01:14:04 <ehird> however, force me to open a file as text or as a dump. Look under "O".
01:14:05 <pikhq> :D
01:14:06 <AnMaster> ABNCDFE
01:14:07 <AnMaster> :D
01:14:20 <ehird> "To go back, use the Close command, click the tab, or whack the ESCAPE key."
01:14:24 <ehird> i feel obligated to actually whack it
01:14:25 <coppro> :D
01:14:26 <ehird> instead of just hitting it
01:14:32 * ehird whacks the escape key
01:14:33 <comex> or pushing it
01:14:34 <AnMaster> ehird, what about you tapping it?
01:14:36 <coppro> we need a ABNCDFE language
01:14:38 <ehird> AnMaster: not acceptable
01:14:43 <AnMaster> oh
01:14:54 <Slereah_> nooga : I try to do one that's based on exposants and shit
01:14:54 <AnMaster> coppro, heh
01:14:58 <ehird> "Here, for example, are the instructions my creators gave me for printing a
01:14:58 <ehird> number of copies of a source.
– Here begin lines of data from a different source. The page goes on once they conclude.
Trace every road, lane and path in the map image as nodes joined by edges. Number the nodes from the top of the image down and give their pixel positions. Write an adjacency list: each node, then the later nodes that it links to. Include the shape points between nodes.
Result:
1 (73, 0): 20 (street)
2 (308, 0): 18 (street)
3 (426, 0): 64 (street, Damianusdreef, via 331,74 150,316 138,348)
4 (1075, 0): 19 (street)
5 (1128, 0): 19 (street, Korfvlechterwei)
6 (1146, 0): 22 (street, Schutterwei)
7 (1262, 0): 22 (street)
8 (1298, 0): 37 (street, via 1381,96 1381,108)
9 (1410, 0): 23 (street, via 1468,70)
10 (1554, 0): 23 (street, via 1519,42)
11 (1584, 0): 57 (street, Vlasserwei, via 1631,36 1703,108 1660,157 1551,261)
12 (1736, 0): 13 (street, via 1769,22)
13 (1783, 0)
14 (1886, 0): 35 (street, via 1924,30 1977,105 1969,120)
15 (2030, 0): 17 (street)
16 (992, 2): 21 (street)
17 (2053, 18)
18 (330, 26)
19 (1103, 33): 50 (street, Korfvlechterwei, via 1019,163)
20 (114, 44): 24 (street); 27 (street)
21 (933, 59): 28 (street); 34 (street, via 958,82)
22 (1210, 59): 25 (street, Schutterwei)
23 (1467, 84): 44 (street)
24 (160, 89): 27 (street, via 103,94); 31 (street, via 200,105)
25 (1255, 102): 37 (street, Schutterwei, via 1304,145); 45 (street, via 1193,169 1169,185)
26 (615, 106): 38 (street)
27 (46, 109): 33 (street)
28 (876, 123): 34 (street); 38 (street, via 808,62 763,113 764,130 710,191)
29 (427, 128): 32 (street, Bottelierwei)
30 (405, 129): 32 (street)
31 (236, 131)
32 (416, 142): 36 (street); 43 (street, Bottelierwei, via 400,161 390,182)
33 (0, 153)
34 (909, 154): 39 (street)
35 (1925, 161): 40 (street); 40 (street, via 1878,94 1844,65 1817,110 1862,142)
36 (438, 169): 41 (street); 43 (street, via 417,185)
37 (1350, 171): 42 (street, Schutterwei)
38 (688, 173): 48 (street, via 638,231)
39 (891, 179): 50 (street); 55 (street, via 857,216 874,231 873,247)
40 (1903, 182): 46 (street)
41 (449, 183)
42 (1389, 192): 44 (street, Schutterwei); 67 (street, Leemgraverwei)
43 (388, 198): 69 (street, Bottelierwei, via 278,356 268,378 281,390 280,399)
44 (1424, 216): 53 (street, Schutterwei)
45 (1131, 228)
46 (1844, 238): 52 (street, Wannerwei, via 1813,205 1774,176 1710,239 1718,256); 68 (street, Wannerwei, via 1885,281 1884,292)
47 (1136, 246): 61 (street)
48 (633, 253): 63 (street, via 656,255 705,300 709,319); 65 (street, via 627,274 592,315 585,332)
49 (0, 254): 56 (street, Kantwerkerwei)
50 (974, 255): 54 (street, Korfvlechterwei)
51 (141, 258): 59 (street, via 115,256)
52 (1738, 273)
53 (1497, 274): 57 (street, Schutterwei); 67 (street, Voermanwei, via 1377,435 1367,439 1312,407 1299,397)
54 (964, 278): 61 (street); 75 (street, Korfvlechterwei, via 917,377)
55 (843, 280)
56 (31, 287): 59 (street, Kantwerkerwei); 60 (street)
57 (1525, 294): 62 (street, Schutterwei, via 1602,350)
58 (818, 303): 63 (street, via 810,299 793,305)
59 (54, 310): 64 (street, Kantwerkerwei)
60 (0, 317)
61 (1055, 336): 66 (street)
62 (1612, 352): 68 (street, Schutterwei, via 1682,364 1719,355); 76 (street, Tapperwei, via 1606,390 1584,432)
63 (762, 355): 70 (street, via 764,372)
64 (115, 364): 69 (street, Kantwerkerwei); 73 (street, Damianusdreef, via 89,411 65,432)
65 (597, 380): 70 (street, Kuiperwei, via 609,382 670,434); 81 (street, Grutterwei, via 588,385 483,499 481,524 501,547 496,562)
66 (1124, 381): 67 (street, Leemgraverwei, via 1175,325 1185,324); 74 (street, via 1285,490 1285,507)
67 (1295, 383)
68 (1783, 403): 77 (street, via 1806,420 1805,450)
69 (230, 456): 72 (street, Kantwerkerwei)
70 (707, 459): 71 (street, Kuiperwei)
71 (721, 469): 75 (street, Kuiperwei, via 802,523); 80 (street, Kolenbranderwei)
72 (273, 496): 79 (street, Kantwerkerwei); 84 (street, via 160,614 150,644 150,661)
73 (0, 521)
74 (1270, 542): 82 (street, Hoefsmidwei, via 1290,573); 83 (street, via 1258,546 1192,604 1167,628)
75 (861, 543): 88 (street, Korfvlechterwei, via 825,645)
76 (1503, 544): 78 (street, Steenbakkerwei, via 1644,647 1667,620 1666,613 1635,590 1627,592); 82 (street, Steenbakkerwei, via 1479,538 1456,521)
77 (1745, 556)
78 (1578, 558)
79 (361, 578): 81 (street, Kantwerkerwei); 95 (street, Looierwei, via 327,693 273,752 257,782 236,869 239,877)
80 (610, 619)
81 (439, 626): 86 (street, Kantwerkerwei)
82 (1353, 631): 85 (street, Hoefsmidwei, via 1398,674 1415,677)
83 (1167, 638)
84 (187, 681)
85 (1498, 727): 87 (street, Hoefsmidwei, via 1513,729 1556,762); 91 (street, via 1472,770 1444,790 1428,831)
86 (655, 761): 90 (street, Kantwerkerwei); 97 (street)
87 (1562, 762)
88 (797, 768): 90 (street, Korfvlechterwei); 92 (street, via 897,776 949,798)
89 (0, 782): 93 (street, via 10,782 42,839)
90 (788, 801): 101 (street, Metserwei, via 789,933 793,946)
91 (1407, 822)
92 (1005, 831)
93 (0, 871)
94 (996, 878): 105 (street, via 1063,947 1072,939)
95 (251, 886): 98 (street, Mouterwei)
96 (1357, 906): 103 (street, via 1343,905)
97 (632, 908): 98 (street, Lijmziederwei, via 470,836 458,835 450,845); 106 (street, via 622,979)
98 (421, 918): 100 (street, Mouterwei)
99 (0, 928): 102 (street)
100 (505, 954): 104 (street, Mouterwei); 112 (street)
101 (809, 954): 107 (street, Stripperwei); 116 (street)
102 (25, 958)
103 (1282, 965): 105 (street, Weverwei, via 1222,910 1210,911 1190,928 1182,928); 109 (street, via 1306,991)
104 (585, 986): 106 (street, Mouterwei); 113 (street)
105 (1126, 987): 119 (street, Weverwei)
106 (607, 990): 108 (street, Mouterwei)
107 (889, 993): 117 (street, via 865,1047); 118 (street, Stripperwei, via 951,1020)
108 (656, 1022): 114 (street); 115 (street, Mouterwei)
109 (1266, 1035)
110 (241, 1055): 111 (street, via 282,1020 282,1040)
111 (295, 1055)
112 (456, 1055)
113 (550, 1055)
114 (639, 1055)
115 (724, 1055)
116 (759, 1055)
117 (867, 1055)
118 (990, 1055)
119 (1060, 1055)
It is part of the actual code in my editor file.
01:15:00 <ehird> Being edited in my editor. I love this. It's like looking into your own soul."
01:15:02 <ehird> this manual is far too sensual
01:15:21 <Slereah_> Yeah, it's a bit of a creepy computer
01:15:28 <ehird> [[Say you're looking for the above routine. Press CTRL-HOME to get to the
01:15:28 <ehird> top of the file. Then hit CTRL-F and start typing. T. We jump to the first "T"
01:15:30 <ehird> in the file. O. We're on the first "To". Keep this up until you're where you want
01:15:32 <ehird> to be. Use BACKSPACE if you make a mistake; CTRL-N to find the next;
01:15:34 <ehird> ESCAPE or a shortcut to end the search. It's as simple and efficient as that.]]
01:15:36 <ehird> Unfortunately, their editor does not use plain english.
01:15:46 <nooga> this is just a joke that became a horror
01:15:52 <AnMaster> ehird, AppleScript. But worse. And with a shitty implementation.
01:15:55 <ehird> pikhq: their documentation isn't a .ps
01:15:57 <ehird> it has a .pdf version
01:15:58 <ehird> pikhq: BUT
01:15:58 <AnMaster> is what this makes me think of.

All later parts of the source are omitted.